The records follow. Retype them without a single change.
======== RECORDS SUPPLIED ========
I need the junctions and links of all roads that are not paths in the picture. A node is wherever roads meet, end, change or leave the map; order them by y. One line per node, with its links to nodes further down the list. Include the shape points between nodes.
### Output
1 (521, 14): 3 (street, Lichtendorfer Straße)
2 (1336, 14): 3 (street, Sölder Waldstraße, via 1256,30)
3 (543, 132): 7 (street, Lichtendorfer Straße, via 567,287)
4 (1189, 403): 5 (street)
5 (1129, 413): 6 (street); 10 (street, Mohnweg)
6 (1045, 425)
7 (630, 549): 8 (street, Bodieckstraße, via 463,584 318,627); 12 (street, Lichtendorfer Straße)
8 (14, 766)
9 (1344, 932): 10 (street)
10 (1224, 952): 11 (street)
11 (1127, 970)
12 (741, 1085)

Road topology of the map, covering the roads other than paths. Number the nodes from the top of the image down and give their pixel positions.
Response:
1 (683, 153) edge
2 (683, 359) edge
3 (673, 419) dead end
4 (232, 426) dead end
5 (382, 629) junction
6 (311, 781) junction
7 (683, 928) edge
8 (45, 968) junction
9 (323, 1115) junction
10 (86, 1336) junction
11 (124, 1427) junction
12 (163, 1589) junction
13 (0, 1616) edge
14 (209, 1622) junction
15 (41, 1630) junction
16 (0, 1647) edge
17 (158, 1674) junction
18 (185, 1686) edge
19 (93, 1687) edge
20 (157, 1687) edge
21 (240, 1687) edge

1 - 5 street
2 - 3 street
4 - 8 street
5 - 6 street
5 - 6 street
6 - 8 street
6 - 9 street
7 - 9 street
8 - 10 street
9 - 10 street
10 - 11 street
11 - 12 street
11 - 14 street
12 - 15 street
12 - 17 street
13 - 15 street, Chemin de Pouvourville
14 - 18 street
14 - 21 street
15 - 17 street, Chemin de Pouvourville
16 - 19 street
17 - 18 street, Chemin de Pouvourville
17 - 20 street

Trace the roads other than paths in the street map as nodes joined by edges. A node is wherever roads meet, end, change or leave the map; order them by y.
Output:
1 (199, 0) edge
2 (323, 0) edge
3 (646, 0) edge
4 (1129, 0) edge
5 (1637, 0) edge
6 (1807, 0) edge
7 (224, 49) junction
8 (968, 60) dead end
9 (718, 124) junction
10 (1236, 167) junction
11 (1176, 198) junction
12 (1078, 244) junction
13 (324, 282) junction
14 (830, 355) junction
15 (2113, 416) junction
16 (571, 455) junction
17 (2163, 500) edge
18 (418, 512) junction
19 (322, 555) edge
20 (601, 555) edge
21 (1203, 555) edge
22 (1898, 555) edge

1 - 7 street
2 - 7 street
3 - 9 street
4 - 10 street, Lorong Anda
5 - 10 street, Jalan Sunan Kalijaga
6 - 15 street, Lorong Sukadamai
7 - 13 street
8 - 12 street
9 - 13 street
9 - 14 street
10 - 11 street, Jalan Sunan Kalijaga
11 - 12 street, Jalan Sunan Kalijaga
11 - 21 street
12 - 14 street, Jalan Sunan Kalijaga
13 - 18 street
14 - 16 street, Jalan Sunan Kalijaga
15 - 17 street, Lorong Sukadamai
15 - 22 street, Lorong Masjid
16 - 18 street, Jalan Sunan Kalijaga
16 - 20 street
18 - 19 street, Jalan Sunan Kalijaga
========
EXERCISE RESPONSE |
I need the junctions and links of all roads that are not paths in the picture. A node is wherever roads meet, end, change or leave the map; order them by y. One line per node, with its links to nodes further down the list. Include the shape points between nodes.
### Output
1 (521, 14): 3 (street, Lichtendorfer Straße)
2 (1336, 14): 3 (street, Sölder Waldstraße, via 1256,30)
3 (543, 132): 7 (street, Lichtendorfer Straße, via 567,287)
4 (1189, 403): 5 (street)
5 (1129, 413): 6 (street); 10 (street, Mohnweg)
6 (1045, 425)
7 (630, 549): 8 (street, Bodieckstraße, via 463,584 318,627); 12 (street, Lichtendorfer Straße)
8 (14, 766)
9 (1344, 932): 10 (street)
10 (1224, 952): 11 (street)
11 (1127, 970)
12 (741, 1085)

Road topology of the map, covering the roads other than paths. Number the nodes from the top of the image down and give their pixel positions.
Response:
1 (683, 153) edge
2 (683, 359) edge
3 (673, 419) dead end
4 (232, 426) dead end
5 (382, 629) junction
6 (311, 781) junction
7 (683, 928) edge
8 (45, 968) junction
9 (323, 1115) junction
10 (86, 1336) junction
11 (124, 1427) junction
12 (163, 1589) junction
13 (0, 1616) edge
14 (209, 1622) junction
15 (41, 1630) junction
16 (0, 1647) edge
17 (158, 1674) junction
18 (185, 1686) edge
19 (93, 1687) edge
20 (157, 1687) edge
21 (240, 1687) edge

1 - 5 street
2 - 3 street
4 - 8 street
5 - 6 street
5 - 6 street
6 - 8 street
6 - 9 street
7 - 9 street
8 - 10 street
9 - 10 street
10 - 11 street
11 - 12 street
11 - 14 street
12 - 15 street
12 - 17 street
13 - 15 street, Chemin de Pouvourville
14 - 18 street
14 - 21 street
15 - 17 street, Chemin de Pouvourville
16 - 19 street
17 - 18 street, Chemin de Pouvourville
17 - 20 street

Trace the roads other than paths in the street map as nodes joined by edges. A node is wherever roads meet, end, change or leave the map; order them by y.
Output:
1 (199, 0) edge
2 (323, 0) edge
3 (646, 0) edge
4 (1129, 0) edge
5 (1637, 0) edge
6 (1807, 0) edge
7 (224, 49) junction
8 (968, 60) dead end
9 (718, 124) junction
10 (1236, 167) junction
11 (1176, 198) junction
12 (1078, 244) junction
13 (324, 282) junction
14 (830, 355) junction
15 (2113, 416) junction
16 (571, 455) junction
17 (2163, 500) edge
18 (418, 512) junction
19 (322, 555) edge
20 (601, 555) edge
21 (1203, 555) edge
22 (1898, 555) edge

1 - 7 street
2 - 7 street
3 - 9 street
4 - 10 street, Lorong Anda
5 - 10 street, Jalan Sunan Kalijaga
6 - 15 street, Lorong Sukadamai
7 - 13 street
8 - 12 street
9 - 13 street
9 - 14 street
10 - 11 street, Jalan Sunan Kalijaga
11 - 12 street, Jalan Sunan Kalijaga
11 - 21 street
12 - 14 street, Jalan Sunan Kalijaga
13 - 18 street
14 - 16 street, Jalan Sunan Kalijaga
15 - 17 street, Lorong Sukadamai
15 - 22 street, Lorong Masjid
16 - 18 street, Jalan Sunan Kalijaga
16 - 20 street
18 - 19 street, Jalan Sunan Kalijaga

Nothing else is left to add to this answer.